====== Raw data

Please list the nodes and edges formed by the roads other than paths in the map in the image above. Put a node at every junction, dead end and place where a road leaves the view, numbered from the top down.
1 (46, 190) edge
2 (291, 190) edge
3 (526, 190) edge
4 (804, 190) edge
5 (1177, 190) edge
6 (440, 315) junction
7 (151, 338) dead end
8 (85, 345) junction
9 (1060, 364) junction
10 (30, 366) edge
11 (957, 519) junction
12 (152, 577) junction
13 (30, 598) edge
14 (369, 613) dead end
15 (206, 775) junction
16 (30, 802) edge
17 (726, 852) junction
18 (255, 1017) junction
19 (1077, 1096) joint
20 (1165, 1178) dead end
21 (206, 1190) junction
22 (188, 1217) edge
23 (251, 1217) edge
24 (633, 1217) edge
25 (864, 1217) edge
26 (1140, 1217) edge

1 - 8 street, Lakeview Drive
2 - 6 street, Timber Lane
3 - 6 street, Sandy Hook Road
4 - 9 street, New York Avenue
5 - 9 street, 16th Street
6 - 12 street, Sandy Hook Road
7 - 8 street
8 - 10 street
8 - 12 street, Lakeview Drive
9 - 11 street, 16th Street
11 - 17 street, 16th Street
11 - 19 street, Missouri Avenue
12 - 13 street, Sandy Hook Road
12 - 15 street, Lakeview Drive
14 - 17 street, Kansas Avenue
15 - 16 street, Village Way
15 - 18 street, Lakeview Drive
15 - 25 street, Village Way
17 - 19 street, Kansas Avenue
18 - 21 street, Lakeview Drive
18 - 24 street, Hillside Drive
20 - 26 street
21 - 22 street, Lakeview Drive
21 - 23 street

============

- Exercise: The job here is to write out all the entries again exactly.

- Written reply:
Please list the nodes and edges formed by the roads other than paths in the map in the image above. Put a node at every junction, dead end and place where a road leaves the view, numbered from the top down.
1 (46, 190) edge
2 (291, 190) edge
3 (526, 190) edge
4 (804, 190) edge
5 (1177, 190) edge
6 (440, 315) junction
7 (151, 338) dead end
8 (85, 345) junction
9 (1060, 364) junction
10 (30, 366) edge
11 (957, 519) junction
12 (152, 577) junction
13 (30, 598) edge
14 (369, 613) dead end
15 (206, 775) junction
16 (30, 802) edge
17 (726, 852) junction
18 (255, 1017) junction
19 (1077, 1096) joint
20 (1165, 1178) dead end
21 (206, 1190) junction
22 (188, 1217) edge
23 (251, 1217) edge
24 (633, 1217) edge
25 (864, 1217) edge
26 (1140, 1217) edge

1 - 8 street, Lakeview Drive
2 - 6 street, Timber Lane
3 - 6 street, Sandy Hook Road
4 - 9 street, New York Avenue
5 - 9 street, 16th Street
6 - 12 street, Sandy Hook Road
7 - 8 street
8 - 10 street
8 - 12 street, Lakeview Drive
9 - 11 street, 16th Street
11 - 17 street, 16th Street
11 - 19 street, Missouri Avenue
12 - 13 street, Sandy Hook Road
12 - 15 street, Lakeview Drive
14 - 17 street, Kansas Avenue
15 - 16 street, Village Way
15 - 18 street, Lakeview Drive
15 - 25 street, Village Way
17 - 19 street, Kansas Avenue
18 - 21 street, Lakeview Drive
18 - 24 street, Hillside Drive
20 - 26 street
21 - 22 street, Lakeview Drive
21 - 23 street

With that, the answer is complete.